睫毛の一本一本が数えられるほどの距離に男の存在を感じて両耳がかあっと熱くなる。きっと真っ赤になった顔も鼓動も筒抜けになっている……そう思うと彼女の心臓はますます狼狽して肋骨を突き破らんばかりに暴れるのだった。

「ふぁ、っ」

ふいにエリノアの首筋をざらついた舌が舐めた。手首を掴むささくれ立った指よりも、密着した脚よりも、もっともっと熱い。
ぬるりと濡れた感触にくり返しなぶられ熱を宿し始めた薄い皮膚を歯がかすめ、エリノアは思わず声を漏らした。

「あっ、やだ、やめ、て」

自分でもどうしようもないほど声が震えている。身を捩って逃げようとしてみたけれど、のしかかる厚い胸板はびくともしなかった。
とにかく逃げ出したい。けれどもそれは嫌悪からではなくて、ただただ怖いと感じたからだ。
この行為が怖いんじゃない。ましてや彼自身が怖いのでもない。ぞわりと背筋を駆け上がるものの正体に気づいてしまいそうな自分自身が、そしてそれを受け入れた瞬間に世界のすべてが変わってしまうことが恐ろしかったのだ。
もし、もう二度と戻れなかったら?
この狭い部屋が自分のすべてになってしまったら?
世界から永遠に引き離されてしまったら……
得体の知れない不安が、舐められた箇所から熱く広がっていくようだった。それを振り払うようにしてエリノアは肩をよじり、足をばたつかせ、拳を握りしめ、そして思いっきり空気を吸い込み——

「まっ……待て! あとお座り!」

気がつくとそう叫んでいた。
驚いたのは、トーマスが命令に従い体を離したことだった。
双方ともがぽかんとして視線を交わす。そして一瞬の沈黙を打ち破ったのはエリノアの大きな笑い声だった。

「とっ、トーマス……やっぱ犬……」

彼女はこらえきれない笑いを押し込めるように両手で顔を覆い、くっくっと声を震わせながら、きっと今頃トーマスはばつが悪そうに眉間に皺を寄せているのだろうと想像して更に笑った。

「あーもうダメ、おっかしい。
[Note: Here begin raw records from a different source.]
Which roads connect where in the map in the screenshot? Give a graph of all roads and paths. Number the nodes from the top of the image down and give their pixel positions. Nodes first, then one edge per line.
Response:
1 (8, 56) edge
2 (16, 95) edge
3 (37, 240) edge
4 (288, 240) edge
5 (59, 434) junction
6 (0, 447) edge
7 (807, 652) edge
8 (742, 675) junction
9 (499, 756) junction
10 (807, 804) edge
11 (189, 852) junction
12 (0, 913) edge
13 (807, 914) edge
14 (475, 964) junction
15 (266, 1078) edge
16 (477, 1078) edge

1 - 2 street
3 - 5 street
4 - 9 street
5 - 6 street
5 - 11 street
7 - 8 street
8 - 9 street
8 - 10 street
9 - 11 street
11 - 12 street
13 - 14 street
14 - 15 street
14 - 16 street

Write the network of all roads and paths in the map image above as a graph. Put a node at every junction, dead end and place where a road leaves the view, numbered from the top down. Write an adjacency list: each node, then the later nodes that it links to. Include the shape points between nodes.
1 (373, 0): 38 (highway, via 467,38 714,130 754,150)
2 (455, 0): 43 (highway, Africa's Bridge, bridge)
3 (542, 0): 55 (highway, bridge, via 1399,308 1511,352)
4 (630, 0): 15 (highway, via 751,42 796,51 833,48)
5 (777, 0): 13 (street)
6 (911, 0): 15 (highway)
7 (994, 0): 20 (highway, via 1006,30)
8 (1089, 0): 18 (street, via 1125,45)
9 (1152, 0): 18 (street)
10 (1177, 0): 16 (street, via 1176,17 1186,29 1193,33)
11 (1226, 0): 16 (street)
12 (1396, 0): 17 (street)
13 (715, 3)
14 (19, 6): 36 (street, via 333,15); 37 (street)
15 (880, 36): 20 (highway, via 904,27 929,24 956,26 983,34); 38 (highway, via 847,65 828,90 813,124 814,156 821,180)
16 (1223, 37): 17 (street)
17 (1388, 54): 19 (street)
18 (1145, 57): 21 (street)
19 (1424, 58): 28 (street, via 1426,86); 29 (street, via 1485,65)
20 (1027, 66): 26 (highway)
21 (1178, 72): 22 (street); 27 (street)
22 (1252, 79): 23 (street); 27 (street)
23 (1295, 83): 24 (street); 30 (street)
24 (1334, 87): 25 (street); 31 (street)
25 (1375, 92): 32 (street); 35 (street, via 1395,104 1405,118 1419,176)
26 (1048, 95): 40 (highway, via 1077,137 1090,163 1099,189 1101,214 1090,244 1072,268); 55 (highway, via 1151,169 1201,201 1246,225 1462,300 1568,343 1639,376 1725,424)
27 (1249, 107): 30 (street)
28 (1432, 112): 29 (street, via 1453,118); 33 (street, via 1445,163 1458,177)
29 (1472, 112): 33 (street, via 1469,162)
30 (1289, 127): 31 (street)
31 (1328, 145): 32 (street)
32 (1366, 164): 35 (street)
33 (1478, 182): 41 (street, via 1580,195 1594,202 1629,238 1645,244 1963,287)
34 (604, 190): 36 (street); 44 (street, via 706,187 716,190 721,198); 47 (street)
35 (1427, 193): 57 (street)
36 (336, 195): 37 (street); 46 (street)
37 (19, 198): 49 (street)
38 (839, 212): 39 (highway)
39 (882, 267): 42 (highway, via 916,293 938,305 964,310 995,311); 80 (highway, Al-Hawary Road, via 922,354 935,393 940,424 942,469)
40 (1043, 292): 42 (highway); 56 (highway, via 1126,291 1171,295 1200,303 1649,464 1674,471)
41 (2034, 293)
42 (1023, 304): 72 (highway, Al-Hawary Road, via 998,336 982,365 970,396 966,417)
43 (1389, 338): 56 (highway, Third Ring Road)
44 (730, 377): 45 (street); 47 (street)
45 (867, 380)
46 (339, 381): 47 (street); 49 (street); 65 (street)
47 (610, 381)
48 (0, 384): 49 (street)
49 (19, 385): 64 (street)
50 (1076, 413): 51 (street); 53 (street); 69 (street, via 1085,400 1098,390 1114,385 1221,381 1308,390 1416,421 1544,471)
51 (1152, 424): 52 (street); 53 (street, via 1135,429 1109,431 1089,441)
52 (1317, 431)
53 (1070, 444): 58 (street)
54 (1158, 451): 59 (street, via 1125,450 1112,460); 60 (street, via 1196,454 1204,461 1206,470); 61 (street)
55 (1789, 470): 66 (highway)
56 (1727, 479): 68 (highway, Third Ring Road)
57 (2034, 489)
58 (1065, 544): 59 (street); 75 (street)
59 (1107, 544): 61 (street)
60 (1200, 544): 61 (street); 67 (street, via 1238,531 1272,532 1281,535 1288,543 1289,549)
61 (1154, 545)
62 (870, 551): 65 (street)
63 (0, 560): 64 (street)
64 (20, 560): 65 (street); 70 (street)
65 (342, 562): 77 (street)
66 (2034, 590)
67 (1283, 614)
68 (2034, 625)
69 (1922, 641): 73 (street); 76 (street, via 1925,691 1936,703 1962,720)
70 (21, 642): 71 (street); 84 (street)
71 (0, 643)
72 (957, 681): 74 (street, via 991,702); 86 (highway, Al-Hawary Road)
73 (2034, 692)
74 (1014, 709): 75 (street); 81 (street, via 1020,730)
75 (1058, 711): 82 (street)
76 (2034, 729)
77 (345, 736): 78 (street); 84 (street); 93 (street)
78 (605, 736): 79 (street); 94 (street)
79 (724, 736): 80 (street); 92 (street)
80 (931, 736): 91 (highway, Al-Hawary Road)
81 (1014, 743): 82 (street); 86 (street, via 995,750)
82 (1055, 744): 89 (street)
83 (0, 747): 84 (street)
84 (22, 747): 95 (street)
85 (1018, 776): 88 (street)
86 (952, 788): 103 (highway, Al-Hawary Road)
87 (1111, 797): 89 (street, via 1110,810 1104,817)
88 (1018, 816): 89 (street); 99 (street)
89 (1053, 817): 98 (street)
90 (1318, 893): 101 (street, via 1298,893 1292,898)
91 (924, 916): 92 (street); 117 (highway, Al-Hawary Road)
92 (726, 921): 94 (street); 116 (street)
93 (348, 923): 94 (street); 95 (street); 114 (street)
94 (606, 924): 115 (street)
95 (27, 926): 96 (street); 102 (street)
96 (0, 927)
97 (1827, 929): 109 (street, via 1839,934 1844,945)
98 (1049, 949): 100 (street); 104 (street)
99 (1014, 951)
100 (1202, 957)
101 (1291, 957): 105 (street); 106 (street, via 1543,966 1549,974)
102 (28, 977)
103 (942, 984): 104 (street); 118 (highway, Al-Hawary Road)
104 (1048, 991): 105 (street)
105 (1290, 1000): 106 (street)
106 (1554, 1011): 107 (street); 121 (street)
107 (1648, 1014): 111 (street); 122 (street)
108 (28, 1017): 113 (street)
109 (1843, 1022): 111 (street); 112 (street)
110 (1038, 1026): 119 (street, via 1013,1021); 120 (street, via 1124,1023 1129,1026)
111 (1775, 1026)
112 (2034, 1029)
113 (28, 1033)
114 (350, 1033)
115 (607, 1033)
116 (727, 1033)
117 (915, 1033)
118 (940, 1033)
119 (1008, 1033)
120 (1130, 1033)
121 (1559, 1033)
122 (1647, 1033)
涙出てきた」

しばらくして、エリノアの笑いの発作がようやく治まった。
濡れた目尻をぬぐってから大きく息を吐く。それから、しょぼくれて膝を抱えるトーマスの広い肩に両手をポンとのせた。

「ねえトミー。……まだもう少しだけ可愛い子犬でいてね」

いつか、心の準備ができるまで。